While emphasizing the significance of intensive BP control, it is imperative to prioritize considerations regarding its safety in the real-world setting. Just as the 2017 ACC/AHA Guideline recommended, implementation studies that demonstrated the practicality of SPRINT-like interventions in resource-constrained settings were needed for practice [8]. Considering the generalization of our BP management strategy, safety endpoints were simultaneously assessed. Only hypotension but not symptomatic hypotension was increased due to intensive BP lowering. Additionally, no increases of injurious falls, syncope, electrolyte abnormality, and renal outcomes were reported at any baseline estimated CVD risk, indicating its safety. The risk for renal outcomes was consistent with the African American Study of Kidney Disease and Hypertension (AASK) Study, demonstrating that lower BP did not change the risk of kidney disease [26]. Therefore, this current study proved that the intensive BP treatment strategy designed by CRHCP could be implemented for all hypertensive patients regardless of baseline estimated CVD risk. As the guidelines emphasized, this findings would help guiding physicians or community health workers in considering intensive BP lowering. Especially, the management of hypertension was poor with low-resource in China and this trial gave strong evidence to support the non-physician community health-care provider in the general population.
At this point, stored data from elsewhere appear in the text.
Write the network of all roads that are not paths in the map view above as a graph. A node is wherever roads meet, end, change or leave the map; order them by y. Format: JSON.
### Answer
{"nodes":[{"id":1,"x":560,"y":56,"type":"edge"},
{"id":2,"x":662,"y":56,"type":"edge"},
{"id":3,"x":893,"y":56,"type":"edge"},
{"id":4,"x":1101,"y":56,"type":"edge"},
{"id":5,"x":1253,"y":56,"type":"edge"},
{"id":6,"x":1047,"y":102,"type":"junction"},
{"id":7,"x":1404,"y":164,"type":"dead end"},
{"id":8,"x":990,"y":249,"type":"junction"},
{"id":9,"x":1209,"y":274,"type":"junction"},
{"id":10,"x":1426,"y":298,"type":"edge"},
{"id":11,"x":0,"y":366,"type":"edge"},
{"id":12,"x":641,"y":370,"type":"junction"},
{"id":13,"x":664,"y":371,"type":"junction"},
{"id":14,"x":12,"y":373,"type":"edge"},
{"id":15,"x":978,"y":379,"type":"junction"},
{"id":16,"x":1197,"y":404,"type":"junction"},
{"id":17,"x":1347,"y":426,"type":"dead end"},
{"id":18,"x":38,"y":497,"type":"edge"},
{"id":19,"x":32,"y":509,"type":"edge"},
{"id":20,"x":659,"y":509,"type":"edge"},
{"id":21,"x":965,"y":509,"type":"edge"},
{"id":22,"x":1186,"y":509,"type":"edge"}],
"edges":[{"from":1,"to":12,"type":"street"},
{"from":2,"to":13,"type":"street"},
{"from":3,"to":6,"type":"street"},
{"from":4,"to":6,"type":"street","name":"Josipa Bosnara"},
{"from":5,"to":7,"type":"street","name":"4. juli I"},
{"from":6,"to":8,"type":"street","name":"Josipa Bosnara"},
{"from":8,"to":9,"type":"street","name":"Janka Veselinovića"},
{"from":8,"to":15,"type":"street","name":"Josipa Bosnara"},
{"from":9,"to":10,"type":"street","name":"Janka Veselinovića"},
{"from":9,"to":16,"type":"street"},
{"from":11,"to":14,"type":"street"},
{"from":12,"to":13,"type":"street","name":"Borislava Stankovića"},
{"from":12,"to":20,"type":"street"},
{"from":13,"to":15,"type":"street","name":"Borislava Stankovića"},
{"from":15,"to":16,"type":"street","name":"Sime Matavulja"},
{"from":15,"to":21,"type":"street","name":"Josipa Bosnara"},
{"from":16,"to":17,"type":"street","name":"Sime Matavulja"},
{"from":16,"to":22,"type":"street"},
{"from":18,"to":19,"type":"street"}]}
There were some limitations in the current study. First, CRHCP was a cluster randomized controlled and implementation study, and this was a post hoc analysis which would be susceptible to slight between-group differences. Second, the BP decreased gradually so that the effect of BP lowering would be delayed and we may not yet have observed sufficient outcome difference. Third, as the risk stratification increased, age, SBP, plasma glucose, LDL-C and other risk factors aggravated. But, these factors between two groups at each risk quartiles were similar even though some have statistical significance. And the major aims were located at the influence of baseline estimated CVD risk but not one specialized factor. Finally, NNT, reflecting the benefit of the treatment, was relatively large. Since the intensive BP control strategy significiantly reduced CVD events, it may necessitate a cost-effectiveness analysis, which we will conduct in the future.

Conclusions

Intensive BP intervention targeting a BP of less than 130/80 mmHg designed by CRHCP study was effective and feasible in all estimated CVD risk groups. The absolute benefits increased along with baseline estimated CVD risk without increasing harms. Therefore, stratification of baseline estimated CVD risk should not serve as an impediment to the implementation of intensive BP lowering strategy. Additionally, these evidences could provide some reference when developing guidelines, especially in the setting of BP target and strategies implementation.